● **DIRECTIONS**
From the entries below, return only the lines starting at the one that contains "thumb ip: (368, 266)" and ending at the one that contains "pinky tip: (353, 247)", exactly as they stand.

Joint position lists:
• • • • • • •

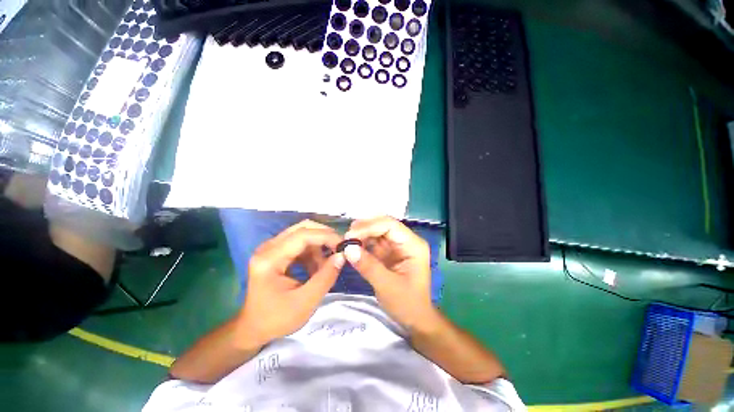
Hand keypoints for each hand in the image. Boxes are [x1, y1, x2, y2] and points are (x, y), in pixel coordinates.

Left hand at [237, 220, 344, 346]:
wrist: (253, 329)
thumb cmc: (277, 319)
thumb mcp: (306, 302)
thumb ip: (326, 277)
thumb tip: (342, 255)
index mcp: (270, 259)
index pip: (302, 235)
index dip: (326, 236)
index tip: (344, 245)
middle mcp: (268, 248)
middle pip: (302, 228)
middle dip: (324, 236)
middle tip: (339, 249)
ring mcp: (271, 249)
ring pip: (302, 235)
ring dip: (319, 246)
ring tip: (327, 266)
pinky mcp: (275, 253)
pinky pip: (299, 244)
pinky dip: (312, 253)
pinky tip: (316, 269)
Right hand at [344, 216, 438, 332]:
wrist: (415, 319)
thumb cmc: (407, 304)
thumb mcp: (387, 287)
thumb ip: (368, 266)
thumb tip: (348, 249)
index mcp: (413, 245)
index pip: (390, 225)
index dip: (369, 226)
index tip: (350, 235)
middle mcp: (406, 241)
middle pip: (383, 225)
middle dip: (364, 228)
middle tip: (346, 237)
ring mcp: (398, 246)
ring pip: (377, 232)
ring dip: (362, 234)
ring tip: (346, 241)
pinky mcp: (389, 252)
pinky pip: (374, 242)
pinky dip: (363, 243)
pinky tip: (353, 247)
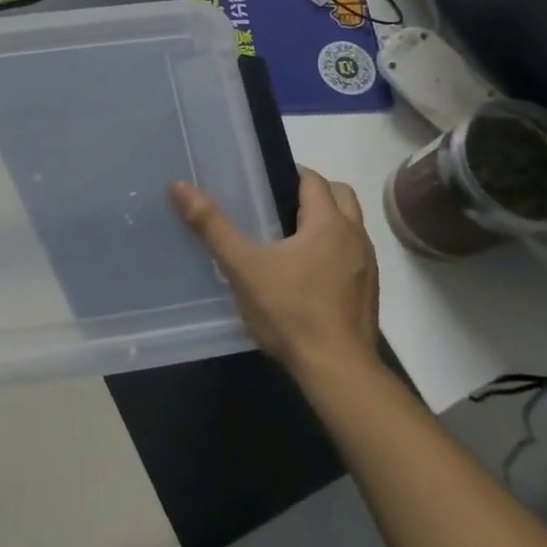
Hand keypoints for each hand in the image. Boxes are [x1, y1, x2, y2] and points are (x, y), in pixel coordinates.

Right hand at [170, 167, 379, 378]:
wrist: (338, 373)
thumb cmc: (291, 311)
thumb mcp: (243, 267)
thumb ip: (212, 226)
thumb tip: (178, 186)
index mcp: (329, 223)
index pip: (313, 180)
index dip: (290, 174)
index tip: (263, 182)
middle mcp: (355, 237)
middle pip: (341, 196)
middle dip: (313, 194)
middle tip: (278, 206)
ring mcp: (367, 267)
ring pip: (350, 227)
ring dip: (327, 223)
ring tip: (290, 239)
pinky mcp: (368, 294)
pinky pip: (352, 256)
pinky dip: (334, 252)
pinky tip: (307, 275)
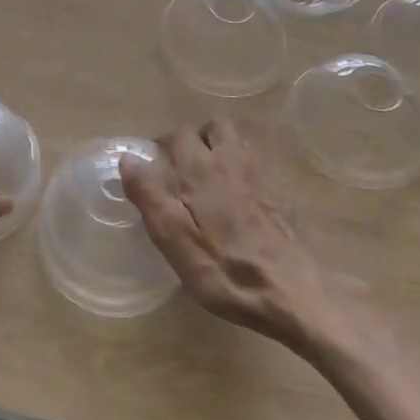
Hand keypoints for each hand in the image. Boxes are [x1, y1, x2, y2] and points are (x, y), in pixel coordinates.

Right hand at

• • • • • • •

● **EXERCISE RESPONSE**
thumb ip: (368, 266)
thumb tip: (348, 249)
index mcp: (413, 245)
index pip: (390, 225)
index dip: (369, 226)
index tip: (350, 235)
middle mcp: (406, 241)
middle pip: (383, 225)
middle dip: (364, 228)
middle tip: (346, 237)
ring mcp: (398, 246)
ring pip: (377, 232)
ring dip: (362, 234)
ring tip: (346, 241)
pinky mcp: (389, 252)
pinky pip: (374, 242)
pinky dip: (363, 243)
pinky tip: (353, 247)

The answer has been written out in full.